What to produce
Go through the data line by line. Copy each one holding the string "Tirtamulya".

Task material

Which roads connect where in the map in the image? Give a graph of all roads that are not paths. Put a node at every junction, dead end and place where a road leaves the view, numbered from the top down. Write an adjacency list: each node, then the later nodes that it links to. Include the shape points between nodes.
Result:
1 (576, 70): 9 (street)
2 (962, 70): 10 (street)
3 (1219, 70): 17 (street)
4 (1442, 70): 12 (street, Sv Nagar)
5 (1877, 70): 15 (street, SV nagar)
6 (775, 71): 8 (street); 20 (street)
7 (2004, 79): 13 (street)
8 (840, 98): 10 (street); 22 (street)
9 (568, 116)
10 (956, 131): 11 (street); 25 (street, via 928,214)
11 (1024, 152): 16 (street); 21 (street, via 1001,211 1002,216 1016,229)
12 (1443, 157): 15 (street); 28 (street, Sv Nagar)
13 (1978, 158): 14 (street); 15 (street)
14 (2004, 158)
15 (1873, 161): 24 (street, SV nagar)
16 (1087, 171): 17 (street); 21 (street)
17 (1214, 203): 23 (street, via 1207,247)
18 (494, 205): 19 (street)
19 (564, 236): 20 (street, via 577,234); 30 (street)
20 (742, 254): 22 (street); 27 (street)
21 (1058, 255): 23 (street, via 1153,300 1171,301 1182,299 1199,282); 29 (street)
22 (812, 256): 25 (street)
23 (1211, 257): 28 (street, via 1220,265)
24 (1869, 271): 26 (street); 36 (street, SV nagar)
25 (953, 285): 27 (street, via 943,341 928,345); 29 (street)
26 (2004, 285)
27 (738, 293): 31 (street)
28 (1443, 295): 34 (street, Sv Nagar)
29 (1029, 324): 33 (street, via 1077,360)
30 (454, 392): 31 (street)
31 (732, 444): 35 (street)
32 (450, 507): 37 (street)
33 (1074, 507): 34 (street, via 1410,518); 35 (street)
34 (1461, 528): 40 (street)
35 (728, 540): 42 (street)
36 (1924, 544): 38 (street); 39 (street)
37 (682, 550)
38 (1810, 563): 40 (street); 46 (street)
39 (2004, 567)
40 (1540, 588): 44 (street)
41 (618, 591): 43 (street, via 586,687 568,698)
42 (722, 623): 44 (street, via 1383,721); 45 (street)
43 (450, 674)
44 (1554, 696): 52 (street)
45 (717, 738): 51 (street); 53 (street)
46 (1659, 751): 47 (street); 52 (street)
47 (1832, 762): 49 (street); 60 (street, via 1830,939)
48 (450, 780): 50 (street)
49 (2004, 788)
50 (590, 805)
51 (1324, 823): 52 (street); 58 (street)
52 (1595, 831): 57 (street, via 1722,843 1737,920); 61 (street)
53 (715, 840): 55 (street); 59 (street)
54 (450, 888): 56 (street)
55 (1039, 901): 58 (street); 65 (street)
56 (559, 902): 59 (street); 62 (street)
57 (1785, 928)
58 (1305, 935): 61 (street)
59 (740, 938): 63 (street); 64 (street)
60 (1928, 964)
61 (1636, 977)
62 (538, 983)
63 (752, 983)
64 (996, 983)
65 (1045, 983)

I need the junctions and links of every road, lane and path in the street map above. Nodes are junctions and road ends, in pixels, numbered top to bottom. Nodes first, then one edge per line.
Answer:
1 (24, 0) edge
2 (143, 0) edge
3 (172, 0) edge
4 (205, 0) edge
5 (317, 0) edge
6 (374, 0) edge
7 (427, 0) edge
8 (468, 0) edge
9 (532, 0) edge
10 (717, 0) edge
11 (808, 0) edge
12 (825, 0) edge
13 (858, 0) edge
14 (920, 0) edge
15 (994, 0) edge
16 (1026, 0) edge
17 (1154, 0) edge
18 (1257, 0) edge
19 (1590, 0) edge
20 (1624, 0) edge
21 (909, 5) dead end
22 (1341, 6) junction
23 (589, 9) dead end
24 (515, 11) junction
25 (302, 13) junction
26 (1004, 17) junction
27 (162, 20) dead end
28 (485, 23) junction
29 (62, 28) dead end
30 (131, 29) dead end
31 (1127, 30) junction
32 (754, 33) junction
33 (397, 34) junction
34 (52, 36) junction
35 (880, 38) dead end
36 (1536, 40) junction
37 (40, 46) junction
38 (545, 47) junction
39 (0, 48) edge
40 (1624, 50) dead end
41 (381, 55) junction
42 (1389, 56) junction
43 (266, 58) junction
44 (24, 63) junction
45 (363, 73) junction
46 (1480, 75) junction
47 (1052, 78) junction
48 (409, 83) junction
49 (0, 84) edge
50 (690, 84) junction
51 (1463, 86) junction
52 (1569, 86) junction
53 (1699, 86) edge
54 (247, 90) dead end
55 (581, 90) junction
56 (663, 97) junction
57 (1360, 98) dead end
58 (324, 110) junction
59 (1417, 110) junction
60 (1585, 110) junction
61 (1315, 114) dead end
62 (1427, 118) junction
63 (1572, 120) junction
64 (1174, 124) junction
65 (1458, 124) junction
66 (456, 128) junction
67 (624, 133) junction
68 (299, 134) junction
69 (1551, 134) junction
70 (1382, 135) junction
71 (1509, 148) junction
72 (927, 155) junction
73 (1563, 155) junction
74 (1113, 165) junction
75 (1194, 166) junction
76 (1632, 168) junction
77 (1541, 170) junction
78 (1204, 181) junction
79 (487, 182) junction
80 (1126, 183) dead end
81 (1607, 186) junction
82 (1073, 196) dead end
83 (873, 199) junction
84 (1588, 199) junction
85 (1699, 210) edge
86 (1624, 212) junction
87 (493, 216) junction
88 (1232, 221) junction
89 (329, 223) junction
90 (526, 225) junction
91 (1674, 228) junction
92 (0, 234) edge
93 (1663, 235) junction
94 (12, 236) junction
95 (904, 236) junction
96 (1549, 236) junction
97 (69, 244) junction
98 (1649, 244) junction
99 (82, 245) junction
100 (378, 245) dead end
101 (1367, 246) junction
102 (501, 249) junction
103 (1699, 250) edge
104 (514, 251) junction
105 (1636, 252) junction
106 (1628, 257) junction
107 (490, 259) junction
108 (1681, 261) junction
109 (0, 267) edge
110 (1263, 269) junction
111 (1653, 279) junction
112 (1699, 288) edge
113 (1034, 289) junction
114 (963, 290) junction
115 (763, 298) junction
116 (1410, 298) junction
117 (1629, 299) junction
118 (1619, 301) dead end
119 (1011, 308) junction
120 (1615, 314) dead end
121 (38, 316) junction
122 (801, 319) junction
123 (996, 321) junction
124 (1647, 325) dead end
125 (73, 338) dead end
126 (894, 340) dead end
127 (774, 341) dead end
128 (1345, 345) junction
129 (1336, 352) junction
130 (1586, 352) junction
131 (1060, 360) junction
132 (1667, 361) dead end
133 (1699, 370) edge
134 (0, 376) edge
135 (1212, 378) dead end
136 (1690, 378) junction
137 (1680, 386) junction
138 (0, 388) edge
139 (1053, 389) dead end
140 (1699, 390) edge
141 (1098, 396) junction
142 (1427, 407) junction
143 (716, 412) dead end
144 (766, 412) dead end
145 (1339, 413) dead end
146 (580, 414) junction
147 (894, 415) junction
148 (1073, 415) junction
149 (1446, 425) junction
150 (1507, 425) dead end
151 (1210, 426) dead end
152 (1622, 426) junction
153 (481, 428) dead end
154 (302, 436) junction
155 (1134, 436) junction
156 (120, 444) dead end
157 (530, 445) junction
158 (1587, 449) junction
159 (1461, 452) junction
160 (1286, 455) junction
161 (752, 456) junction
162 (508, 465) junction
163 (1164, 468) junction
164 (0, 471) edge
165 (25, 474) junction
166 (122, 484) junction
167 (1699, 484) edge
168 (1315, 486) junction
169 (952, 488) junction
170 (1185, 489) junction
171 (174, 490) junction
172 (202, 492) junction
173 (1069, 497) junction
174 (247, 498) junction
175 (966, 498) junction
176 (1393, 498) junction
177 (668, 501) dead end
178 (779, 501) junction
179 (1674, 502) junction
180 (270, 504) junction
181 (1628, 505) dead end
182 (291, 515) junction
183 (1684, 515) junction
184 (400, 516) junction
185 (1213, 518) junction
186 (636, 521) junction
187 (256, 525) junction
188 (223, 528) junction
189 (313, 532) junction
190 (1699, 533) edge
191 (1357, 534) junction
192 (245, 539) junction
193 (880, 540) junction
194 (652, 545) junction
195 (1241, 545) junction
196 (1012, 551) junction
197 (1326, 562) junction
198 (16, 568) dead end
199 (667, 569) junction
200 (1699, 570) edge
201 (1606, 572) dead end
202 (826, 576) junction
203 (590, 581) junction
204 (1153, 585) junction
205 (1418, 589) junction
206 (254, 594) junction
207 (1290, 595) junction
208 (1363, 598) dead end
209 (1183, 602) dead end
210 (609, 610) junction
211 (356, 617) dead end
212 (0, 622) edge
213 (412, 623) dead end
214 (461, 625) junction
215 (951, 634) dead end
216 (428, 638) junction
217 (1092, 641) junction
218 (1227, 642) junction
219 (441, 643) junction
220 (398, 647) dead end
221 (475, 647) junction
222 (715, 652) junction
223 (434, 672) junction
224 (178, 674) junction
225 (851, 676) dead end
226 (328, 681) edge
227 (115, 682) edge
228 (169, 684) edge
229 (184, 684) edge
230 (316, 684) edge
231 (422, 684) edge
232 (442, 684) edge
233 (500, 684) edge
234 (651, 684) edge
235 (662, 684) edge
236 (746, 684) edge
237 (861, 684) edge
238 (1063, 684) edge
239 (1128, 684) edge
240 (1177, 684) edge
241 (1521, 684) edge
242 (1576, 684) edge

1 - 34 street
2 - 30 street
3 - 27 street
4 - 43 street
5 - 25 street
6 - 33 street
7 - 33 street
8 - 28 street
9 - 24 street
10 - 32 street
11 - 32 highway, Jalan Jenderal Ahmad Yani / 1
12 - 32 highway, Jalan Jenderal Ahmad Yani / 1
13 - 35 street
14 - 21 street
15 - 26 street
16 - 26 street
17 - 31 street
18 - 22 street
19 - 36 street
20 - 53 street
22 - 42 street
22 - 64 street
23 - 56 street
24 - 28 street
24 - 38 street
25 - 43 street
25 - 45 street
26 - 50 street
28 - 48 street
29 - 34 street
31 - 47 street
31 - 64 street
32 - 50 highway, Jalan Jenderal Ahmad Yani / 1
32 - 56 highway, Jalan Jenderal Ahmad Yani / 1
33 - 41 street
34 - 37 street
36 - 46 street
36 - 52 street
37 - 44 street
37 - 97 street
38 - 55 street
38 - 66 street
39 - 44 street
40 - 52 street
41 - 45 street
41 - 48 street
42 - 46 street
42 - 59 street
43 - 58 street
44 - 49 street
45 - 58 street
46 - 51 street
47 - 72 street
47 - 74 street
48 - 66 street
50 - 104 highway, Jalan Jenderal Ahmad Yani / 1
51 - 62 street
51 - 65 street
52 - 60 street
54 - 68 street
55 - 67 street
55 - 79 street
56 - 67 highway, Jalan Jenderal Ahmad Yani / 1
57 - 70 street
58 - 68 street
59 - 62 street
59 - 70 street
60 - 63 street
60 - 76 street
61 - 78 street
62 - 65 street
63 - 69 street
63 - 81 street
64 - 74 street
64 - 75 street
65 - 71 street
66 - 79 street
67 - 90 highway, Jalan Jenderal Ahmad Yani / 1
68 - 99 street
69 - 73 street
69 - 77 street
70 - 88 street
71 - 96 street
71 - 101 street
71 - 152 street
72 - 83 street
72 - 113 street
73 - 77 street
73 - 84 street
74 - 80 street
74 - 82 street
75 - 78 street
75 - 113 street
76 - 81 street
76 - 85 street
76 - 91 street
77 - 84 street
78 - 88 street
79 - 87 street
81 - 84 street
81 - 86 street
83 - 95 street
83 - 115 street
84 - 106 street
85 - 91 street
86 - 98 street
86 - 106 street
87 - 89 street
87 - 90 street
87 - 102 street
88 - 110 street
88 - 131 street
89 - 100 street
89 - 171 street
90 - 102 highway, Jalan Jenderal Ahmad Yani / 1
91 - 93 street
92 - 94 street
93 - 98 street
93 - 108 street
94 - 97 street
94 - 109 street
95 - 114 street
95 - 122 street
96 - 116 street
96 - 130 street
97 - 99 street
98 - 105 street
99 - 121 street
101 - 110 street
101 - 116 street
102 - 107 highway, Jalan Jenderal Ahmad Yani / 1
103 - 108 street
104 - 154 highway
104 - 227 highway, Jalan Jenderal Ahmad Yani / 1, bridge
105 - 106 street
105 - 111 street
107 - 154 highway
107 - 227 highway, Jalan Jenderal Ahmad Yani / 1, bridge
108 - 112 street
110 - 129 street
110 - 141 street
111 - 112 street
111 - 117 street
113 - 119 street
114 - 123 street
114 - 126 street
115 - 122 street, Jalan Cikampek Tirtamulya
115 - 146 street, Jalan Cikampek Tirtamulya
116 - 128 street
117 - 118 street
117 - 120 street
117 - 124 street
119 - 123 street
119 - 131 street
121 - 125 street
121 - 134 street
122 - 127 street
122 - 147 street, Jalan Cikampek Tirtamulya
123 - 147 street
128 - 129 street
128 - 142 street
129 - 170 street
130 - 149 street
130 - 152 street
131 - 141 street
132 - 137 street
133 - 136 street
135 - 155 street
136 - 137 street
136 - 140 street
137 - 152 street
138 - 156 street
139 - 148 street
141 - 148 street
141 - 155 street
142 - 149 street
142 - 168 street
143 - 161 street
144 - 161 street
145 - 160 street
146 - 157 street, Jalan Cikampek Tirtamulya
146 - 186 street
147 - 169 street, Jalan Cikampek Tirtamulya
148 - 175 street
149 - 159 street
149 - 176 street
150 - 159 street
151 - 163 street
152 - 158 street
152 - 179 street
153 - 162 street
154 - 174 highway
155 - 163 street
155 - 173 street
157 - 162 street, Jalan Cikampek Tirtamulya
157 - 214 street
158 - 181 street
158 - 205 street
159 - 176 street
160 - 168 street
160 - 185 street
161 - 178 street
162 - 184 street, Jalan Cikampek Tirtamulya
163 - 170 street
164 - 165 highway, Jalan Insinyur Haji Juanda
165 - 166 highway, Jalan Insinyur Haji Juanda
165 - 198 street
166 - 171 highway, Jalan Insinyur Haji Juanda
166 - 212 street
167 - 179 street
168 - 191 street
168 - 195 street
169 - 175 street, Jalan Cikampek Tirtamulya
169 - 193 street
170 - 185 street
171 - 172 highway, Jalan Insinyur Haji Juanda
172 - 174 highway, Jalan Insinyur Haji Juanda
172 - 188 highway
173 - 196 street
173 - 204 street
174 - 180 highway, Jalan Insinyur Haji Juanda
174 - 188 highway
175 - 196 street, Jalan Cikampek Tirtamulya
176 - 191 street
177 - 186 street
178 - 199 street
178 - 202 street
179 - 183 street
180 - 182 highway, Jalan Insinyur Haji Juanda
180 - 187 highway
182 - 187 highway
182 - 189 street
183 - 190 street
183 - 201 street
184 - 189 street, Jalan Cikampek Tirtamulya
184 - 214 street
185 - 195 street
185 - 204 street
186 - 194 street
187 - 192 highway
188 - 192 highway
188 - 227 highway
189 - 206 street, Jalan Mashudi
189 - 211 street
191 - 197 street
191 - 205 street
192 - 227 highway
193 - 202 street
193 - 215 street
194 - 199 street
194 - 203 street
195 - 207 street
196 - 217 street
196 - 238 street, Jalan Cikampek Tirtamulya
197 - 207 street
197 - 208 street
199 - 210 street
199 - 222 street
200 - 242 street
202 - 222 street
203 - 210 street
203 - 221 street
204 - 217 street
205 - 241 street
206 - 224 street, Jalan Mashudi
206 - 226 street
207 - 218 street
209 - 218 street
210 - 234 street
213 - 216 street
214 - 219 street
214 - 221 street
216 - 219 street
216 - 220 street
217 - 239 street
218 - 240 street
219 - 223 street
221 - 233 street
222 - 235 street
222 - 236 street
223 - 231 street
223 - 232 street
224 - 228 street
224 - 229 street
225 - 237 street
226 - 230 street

Answer for this exercise
115 - 122 street, Jalan Cikampek Tirtamulya
115 - 146 street, Jalan Cikampek Tirtamulya
122 - 147 street, Jalan Cikampek Tirtamulya
146 - 157 street, Jalan Cikampek Tirtamulya
147 - 169 street, Jalan Cikampek Tirtamulya
157 - 162 street, Jalan Cikampek Tirtamulya
162 - 184 street, Jalan Cikampek Tirtamulya
169 - 175 street, Jalan Cikampek Tirtamulya
175 - 196 street, Jalan Cikampek Tirtamulya
184 - 189 street, Jalan Cikampek Tirtamulya
196 - 238 street, Jalan Cikampek Tirtamulya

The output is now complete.